### WHAT IS REQUIRED
Show every line of the data where the word "Give" can be found.

** DATA RECORDS follows **

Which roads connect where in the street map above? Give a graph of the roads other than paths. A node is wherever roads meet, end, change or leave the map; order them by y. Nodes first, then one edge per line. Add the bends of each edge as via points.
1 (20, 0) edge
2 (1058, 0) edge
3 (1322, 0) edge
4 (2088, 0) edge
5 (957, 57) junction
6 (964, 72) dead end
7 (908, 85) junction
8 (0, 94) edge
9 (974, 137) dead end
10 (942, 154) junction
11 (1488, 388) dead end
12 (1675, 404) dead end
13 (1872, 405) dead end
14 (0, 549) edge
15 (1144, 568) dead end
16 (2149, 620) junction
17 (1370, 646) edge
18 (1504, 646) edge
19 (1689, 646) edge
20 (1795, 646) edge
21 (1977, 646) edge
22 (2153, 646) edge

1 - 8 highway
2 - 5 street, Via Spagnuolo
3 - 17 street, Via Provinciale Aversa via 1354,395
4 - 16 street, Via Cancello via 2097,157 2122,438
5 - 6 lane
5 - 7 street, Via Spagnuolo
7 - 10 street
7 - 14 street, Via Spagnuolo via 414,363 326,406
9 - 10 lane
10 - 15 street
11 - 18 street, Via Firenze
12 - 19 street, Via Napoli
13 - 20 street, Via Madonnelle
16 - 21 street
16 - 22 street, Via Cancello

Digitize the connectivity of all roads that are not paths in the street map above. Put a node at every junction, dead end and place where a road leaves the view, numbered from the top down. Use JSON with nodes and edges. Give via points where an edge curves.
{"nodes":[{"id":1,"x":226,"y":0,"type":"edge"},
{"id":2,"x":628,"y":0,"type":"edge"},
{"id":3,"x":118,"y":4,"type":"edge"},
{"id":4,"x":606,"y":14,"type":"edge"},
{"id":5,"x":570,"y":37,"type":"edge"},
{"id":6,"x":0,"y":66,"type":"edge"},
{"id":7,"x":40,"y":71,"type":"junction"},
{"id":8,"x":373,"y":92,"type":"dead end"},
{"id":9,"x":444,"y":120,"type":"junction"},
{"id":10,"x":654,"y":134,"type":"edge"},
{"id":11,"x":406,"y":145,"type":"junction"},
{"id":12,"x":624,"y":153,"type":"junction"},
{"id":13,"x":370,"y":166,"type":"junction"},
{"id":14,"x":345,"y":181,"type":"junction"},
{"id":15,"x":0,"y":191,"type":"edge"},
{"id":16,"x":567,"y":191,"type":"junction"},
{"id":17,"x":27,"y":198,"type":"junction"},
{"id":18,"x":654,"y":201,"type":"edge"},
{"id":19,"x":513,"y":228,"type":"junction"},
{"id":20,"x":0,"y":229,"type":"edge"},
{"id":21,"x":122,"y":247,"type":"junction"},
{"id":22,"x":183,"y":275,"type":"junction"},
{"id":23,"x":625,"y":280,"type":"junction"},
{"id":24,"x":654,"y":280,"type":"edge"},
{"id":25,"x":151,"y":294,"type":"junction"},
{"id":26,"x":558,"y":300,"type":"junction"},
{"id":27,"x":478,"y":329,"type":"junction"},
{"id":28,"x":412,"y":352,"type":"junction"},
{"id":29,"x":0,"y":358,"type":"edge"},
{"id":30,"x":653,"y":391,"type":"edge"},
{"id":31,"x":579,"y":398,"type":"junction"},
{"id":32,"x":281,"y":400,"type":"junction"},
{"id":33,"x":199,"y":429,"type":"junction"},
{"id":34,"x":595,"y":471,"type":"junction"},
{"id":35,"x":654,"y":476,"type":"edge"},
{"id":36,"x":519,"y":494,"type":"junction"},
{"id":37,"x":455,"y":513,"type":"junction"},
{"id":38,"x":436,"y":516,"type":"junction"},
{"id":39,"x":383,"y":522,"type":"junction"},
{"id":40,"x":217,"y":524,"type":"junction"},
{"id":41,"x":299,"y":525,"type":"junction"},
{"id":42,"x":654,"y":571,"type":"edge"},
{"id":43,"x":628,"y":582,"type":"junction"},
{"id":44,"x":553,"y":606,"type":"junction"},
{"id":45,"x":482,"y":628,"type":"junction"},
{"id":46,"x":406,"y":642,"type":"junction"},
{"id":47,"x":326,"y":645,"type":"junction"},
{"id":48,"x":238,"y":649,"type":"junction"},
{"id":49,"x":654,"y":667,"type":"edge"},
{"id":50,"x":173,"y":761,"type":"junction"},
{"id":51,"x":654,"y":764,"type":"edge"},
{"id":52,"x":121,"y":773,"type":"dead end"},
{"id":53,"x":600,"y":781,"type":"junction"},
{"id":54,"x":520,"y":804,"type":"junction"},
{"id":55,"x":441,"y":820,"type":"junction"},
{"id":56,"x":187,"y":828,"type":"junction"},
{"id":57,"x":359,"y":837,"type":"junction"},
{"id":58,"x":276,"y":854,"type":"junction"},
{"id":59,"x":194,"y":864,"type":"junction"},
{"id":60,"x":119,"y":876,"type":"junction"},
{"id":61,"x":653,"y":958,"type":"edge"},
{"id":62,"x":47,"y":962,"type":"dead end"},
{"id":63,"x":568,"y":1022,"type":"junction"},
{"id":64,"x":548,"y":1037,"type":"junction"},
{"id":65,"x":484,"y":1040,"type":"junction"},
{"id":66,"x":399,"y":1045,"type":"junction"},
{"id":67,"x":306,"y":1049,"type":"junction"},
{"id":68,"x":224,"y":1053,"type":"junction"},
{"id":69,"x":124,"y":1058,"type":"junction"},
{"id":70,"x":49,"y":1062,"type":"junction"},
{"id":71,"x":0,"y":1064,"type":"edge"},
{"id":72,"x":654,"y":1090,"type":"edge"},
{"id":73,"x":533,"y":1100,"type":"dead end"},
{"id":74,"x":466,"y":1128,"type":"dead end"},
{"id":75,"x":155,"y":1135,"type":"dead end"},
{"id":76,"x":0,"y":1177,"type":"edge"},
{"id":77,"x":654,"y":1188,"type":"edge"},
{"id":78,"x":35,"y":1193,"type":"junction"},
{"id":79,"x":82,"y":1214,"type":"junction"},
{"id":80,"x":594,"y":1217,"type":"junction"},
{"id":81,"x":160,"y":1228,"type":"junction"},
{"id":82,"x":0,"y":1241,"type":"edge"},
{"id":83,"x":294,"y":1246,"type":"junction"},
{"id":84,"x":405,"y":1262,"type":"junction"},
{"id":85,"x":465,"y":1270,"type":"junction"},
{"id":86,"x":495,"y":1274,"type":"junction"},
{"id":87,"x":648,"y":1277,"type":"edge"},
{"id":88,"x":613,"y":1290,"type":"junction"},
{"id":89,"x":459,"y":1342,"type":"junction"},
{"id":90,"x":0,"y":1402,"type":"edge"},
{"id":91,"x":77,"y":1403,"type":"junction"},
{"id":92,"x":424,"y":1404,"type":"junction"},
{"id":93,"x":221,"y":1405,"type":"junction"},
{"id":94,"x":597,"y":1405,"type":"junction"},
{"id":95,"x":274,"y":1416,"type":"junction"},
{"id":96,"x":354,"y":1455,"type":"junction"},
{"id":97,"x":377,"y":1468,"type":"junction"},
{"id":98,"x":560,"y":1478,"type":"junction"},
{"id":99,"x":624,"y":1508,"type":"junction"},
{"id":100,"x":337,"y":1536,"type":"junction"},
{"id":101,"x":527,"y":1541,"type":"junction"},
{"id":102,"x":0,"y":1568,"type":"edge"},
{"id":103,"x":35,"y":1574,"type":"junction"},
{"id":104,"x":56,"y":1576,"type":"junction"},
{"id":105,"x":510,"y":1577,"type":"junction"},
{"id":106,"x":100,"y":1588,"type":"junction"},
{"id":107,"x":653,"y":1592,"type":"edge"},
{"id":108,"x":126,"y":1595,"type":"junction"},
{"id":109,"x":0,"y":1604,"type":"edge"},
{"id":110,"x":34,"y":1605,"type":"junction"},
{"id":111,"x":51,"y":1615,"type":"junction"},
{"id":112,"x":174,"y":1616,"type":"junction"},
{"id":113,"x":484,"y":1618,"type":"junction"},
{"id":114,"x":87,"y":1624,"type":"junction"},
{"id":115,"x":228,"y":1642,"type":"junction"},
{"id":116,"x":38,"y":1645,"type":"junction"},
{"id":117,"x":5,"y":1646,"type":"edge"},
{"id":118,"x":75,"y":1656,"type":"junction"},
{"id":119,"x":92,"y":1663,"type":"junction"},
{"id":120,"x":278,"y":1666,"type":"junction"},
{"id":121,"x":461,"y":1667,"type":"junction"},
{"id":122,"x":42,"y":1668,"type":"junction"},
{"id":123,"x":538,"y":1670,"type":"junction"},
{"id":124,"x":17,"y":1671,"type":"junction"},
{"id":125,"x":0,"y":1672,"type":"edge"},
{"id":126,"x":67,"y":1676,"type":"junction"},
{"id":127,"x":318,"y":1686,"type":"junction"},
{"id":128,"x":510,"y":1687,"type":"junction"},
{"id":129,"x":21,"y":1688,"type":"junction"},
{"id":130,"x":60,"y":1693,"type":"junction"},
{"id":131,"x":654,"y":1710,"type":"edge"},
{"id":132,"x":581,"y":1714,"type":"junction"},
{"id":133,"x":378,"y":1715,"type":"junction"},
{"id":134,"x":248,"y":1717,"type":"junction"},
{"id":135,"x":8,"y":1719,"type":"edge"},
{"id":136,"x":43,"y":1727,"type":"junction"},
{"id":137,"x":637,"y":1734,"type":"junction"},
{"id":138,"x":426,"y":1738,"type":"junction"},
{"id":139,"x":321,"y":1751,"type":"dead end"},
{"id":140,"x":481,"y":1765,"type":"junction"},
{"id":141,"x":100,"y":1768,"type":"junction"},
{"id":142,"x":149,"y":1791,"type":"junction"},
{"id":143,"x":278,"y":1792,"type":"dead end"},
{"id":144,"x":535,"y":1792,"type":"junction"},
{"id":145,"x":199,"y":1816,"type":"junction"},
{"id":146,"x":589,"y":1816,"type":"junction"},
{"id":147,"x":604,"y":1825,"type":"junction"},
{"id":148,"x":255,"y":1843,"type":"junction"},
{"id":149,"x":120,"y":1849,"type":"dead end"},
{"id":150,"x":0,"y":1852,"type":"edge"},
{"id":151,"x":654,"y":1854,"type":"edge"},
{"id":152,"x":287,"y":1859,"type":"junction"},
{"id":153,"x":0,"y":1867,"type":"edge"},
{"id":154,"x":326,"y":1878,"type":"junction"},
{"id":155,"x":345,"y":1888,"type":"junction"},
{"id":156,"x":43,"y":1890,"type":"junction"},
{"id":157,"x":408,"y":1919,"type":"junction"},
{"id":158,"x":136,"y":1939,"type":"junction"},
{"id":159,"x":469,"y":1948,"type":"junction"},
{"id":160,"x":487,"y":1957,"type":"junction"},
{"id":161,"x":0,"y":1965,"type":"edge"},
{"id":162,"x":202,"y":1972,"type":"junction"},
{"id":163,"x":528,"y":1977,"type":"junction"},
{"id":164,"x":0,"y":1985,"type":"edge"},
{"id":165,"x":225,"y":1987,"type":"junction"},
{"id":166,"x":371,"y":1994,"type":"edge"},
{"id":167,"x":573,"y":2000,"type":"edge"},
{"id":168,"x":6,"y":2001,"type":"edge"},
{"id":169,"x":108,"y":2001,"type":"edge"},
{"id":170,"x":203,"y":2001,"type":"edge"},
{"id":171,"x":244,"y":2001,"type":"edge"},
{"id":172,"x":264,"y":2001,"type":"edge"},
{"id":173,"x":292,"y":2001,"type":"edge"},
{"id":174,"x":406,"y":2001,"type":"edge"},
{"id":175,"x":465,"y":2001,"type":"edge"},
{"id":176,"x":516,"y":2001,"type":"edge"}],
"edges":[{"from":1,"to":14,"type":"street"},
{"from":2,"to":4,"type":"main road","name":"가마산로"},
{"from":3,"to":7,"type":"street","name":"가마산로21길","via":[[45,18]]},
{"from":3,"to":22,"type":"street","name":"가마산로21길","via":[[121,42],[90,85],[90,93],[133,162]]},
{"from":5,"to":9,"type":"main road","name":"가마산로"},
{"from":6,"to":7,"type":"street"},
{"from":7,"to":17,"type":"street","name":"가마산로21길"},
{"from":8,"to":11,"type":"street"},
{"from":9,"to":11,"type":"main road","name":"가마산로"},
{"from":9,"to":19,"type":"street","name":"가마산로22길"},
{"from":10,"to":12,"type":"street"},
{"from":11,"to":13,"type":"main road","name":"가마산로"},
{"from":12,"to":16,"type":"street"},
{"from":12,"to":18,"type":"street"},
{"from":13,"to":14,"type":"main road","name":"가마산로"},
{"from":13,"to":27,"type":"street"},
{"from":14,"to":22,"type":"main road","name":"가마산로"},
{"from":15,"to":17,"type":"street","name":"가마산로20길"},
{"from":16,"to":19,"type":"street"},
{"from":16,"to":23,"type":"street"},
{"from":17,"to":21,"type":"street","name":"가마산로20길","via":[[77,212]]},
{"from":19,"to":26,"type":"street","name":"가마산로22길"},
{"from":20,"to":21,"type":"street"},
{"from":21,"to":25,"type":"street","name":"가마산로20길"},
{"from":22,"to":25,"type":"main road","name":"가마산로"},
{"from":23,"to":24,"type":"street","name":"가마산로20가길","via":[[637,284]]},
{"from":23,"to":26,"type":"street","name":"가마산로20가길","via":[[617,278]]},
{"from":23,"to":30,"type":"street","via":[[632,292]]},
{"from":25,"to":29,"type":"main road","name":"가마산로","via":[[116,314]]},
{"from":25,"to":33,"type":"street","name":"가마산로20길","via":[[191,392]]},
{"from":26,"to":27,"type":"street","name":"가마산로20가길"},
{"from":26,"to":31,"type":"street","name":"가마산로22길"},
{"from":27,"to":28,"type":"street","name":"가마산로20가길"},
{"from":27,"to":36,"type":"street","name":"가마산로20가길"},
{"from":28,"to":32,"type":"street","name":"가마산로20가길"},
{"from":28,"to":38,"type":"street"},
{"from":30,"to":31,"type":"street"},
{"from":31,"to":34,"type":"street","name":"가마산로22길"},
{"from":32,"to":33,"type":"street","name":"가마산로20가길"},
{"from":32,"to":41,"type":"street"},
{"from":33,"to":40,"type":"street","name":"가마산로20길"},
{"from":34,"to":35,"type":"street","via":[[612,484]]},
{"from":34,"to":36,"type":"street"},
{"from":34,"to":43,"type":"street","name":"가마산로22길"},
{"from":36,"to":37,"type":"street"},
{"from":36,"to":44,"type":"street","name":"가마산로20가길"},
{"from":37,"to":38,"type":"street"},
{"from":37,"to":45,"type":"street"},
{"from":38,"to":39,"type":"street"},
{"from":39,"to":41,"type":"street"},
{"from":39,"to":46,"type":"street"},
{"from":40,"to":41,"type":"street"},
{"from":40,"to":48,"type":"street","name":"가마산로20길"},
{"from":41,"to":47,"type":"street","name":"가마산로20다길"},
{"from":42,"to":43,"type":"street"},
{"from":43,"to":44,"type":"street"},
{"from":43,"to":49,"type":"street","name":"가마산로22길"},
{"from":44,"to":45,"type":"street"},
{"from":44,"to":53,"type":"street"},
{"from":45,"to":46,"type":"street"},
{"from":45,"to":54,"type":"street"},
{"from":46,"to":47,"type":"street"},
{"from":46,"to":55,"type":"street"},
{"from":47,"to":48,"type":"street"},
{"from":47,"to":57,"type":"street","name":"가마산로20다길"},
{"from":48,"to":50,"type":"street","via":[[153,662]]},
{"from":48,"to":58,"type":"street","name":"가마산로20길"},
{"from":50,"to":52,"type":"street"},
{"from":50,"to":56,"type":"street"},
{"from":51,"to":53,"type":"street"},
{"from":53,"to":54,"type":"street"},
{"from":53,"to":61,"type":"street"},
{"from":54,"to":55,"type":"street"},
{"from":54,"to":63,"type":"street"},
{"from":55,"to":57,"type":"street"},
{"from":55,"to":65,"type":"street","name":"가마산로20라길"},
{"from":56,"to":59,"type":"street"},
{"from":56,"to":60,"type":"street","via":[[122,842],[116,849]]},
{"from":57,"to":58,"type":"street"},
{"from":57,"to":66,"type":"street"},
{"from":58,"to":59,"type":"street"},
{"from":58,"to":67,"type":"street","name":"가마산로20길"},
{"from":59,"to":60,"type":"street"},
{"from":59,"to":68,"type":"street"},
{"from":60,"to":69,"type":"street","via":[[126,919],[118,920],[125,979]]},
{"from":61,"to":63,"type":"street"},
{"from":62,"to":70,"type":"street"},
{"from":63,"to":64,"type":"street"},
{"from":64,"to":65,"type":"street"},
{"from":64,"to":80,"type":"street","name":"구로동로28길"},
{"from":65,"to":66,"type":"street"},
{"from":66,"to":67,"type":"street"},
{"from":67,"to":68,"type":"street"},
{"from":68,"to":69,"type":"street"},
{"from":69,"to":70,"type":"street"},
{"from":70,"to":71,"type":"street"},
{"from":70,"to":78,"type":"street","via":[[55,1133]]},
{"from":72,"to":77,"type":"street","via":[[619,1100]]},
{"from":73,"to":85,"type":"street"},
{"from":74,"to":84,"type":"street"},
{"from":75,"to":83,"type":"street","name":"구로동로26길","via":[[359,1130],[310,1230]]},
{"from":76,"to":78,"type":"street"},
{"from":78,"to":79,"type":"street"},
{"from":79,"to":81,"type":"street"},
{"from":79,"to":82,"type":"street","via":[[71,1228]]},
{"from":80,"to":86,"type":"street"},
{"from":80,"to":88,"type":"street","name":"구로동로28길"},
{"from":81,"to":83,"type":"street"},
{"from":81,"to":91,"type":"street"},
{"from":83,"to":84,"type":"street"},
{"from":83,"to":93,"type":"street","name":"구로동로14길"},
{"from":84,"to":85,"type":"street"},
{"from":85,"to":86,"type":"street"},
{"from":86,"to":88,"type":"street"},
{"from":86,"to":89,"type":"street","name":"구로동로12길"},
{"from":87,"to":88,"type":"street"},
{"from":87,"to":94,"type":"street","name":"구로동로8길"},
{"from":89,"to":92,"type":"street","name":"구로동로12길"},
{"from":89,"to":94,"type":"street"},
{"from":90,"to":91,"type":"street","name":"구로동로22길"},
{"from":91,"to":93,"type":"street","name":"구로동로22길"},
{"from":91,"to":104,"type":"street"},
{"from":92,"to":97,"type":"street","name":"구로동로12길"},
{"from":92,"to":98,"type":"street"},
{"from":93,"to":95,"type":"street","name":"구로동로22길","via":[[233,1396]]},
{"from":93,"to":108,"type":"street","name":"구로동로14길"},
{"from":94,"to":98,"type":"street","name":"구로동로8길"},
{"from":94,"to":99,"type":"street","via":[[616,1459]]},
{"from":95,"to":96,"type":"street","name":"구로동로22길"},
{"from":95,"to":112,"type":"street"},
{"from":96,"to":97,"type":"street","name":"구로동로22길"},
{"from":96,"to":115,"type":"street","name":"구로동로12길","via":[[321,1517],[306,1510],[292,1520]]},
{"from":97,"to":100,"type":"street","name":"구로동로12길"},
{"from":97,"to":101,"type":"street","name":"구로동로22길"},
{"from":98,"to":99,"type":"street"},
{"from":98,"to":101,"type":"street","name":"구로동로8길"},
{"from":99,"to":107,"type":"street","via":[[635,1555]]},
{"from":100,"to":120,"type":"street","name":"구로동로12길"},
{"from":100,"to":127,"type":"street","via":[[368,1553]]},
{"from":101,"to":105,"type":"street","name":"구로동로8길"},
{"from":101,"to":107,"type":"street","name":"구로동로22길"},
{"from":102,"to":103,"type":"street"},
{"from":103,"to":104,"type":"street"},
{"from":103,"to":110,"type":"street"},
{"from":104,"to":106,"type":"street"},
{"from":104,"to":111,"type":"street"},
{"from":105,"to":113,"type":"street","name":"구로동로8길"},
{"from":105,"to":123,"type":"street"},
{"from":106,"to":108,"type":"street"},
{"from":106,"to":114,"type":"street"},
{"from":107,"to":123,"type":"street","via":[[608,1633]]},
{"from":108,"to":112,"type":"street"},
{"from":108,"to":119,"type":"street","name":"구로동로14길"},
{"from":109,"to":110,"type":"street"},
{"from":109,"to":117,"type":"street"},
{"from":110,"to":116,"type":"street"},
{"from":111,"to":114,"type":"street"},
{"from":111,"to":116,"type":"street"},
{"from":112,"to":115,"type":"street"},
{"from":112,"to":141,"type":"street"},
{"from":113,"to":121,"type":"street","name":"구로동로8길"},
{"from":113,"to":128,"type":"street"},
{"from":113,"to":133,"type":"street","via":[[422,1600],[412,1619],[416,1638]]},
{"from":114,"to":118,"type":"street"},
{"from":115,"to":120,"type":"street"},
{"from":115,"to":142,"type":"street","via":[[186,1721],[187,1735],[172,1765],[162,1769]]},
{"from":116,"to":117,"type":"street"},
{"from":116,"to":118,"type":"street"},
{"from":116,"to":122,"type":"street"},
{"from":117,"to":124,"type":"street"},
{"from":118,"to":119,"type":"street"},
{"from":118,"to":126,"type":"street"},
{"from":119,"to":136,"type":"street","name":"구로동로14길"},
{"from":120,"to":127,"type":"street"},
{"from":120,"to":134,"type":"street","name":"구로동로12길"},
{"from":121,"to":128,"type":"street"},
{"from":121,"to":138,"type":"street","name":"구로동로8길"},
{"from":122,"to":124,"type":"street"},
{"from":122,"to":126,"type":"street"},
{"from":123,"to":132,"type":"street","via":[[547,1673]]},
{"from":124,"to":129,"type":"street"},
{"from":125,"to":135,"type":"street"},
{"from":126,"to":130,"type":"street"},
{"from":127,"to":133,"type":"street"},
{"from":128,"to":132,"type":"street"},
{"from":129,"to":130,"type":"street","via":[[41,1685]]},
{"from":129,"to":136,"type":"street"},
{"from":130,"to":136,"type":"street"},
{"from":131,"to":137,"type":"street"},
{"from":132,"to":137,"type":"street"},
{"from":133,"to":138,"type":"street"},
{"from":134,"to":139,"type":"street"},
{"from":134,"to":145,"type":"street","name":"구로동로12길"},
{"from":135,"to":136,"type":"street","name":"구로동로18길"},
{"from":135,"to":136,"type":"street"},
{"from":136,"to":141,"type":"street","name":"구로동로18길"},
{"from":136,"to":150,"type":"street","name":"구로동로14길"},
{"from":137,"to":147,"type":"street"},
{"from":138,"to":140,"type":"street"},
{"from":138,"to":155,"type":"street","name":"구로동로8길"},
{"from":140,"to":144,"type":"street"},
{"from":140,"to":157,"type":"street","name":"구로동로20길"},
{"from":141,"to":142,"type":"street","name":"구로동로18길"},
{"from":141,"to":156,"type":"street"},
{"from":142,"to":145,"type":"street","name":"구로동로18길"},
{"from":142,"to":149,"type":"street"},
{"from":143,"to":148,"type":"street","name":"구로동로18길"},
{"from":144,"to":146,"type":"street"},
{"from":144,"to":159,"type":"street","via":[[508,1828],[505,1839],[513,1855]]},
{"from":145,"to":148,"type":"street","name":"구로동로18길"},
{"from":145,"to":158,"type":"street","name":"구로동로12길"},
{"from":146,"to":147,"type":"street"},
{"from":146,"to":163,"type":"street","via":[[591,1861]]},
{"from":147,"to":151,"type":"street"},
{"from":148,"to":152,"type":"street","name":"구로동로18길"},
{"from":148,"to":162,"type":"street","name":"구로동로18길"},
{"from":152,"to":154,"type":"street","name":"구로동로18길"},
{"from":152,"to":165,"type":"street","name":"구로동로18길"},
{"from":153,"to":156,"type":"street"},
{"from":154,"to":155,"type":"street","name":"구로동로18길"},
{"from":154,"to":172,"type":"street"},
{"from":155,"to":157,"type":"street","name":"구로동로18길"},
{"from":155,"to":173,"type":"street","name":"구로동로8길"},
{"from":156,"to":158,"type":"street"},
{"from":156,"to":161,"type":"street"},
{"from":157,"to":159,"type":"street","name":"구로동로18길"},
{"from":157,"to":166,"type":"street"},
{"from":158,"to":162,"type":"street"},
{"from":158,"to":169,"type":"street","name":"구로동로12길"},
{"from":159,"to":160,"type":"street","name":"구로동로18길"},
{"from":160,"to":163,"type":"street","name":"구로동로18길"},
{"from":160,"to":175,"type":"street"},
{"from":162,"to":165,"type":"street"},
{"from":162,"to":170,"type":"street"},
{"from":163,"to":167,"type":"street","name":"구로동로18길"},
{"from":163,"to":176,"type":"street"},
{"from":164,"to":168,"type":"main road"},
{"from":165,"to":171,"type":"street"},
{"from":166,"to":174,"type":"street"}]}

** End of DATA RECORDS **

### ANSWER TO THIS TASK
Which roads connect where in the street map above? Give a graph of the roads other than paths. A node is wherever roads meet, end, change or leave the map; order them by y. Nodes first, then one edge per line. Add the bends of each edge as via points.
Digitize the connectivity of all roads that are not paths in the street map above. Put a node at every junction, dead end and place where a road leaves the view, numbered from the top down. Use JSON with nodes and edges. Give via points where an edge curves.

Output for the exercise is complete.